Active management involves rupturing the waters surrounding the baby in the womb, combined with administering an intravenous infusion of oxytocin, a synthetic hormone, to induce or accelerate labour. It is premised on involuntary medical intervention: no provision is made in the manual on active management for women to refuse these procedures. Judged by internationally accepted human rights standards, it is not fit for purpose in 2017.


This is a perspective that turns the controversy about the €300 million new NMH on its head. The claim made by NMH master Rhona Mahony about the “unarguable” need for what is to be the biggest maternity hospital in Europe rests on the assumption that centralisation is best. But if centralisation leads to industrialisation and this leads to the denial of women’s human rights in the labour ward, then the last thing women (and midwives) need is a shiny, new birth factory.

There is a better and more cost-effective solution to overcrowding. Birth centres are a halfway house between home and hospital that provide a homely non-clinical environment. Run and managed by midwives, there are 43 such birth centres provided by the NHS in England alone. The evidence shows they are particularly suitable for low-risk, healthy women, including those having their first baby, because the rate of interventions is substantially lower while the outcome for the baby is no different compared with an obstetric unit. Furthermore, they generate greater cost savings compared with integrated midwifery-led units (MLUs), and there is a demand for them in Ireland.

If women’s rights to bodily integrity, self-determination and autonomy were respected in labour and birth, the centralised, medicalised production of babies would be unsustainable

In 2005, a randomised controlled trial involving the population of women registering for maternity care at Our Lady of Lourdes Hospital, Drogheda, and Cavan General Hospital found 43 per cent were eligible for midwifery-led care. Of those, 54 per cent opted to join the study offering the chance of midwifery-led care in a unique, home-from-home, integrated MLU.

Those findings were recently reflected in a survey of women’s experiences of maternity care conducted in 2014 by AIMS Ireland. Among 2,836 women, 58.5 per cent said they would opt for a freestanding birth centre if the service was available. This evidence shows that of the 9,186 women who gave birth in the NMH in 2015, some 2,132 (23 per cent) were eligible for, and would most likely have opted for, birth-centre care had the option been available.

Obstetric monopoly

This compelling evidence on safety and cost-effectiveness of birth centres under midwifery-based care poses the question as to how the national maternity strategy could come into effect without providing for this key option of care for which there is established demand. What it enshrines points to the politics of power and money over health benefits: in essence, a safeguarding of medical incomes. The unfettered influence and control of consultant obstetricians on maternity care policy in Ireland fundamentally obstructs the development of midwifery and choice in childbirth, and is a crystal-clear strategy in safeguarding the obstetric monopoly of the lucrative Irish maternity care market.

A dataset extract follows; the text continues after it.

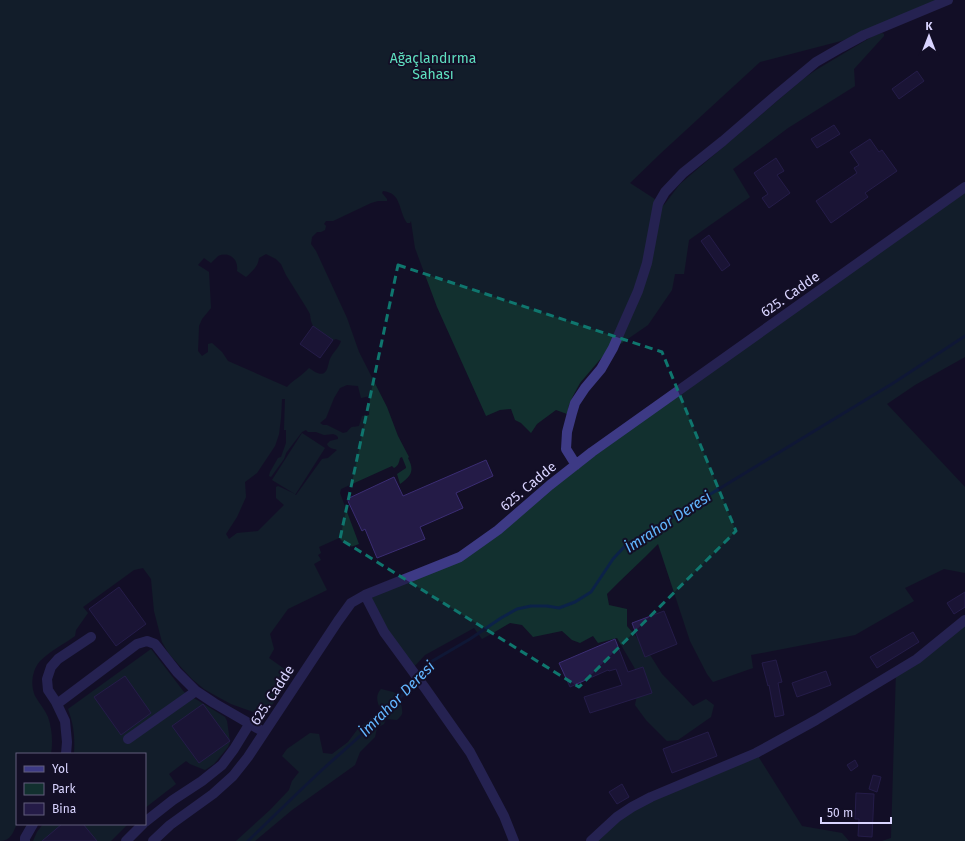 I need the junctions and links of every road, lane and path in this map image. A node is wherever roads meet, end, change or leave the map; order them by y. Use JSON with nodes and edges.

There is an onus on the Minister for Health to have regard to his obligations under international treaties to uphold the human rights of women and girls in maternity care. The more maternity services are centralised into larger hospitals, the greater the need for uniformity and predictability in birth to avert a labour ward bottleneck, and the more remote the possibility that women can give birth at their own pace. If women’s rights to bodily integrity, self-determination and autonomy were respected in labour and birth, the centralised, medicalised production of babies would be unsustainable.

Investing €300 million in a huge new 10,000-births-a-year maternity hospital providing extensive facilities for private medical practice in the absence of any investment in infrastructure at community level to develop midwifery-based care flies in the face of women’s human rights in childbirth.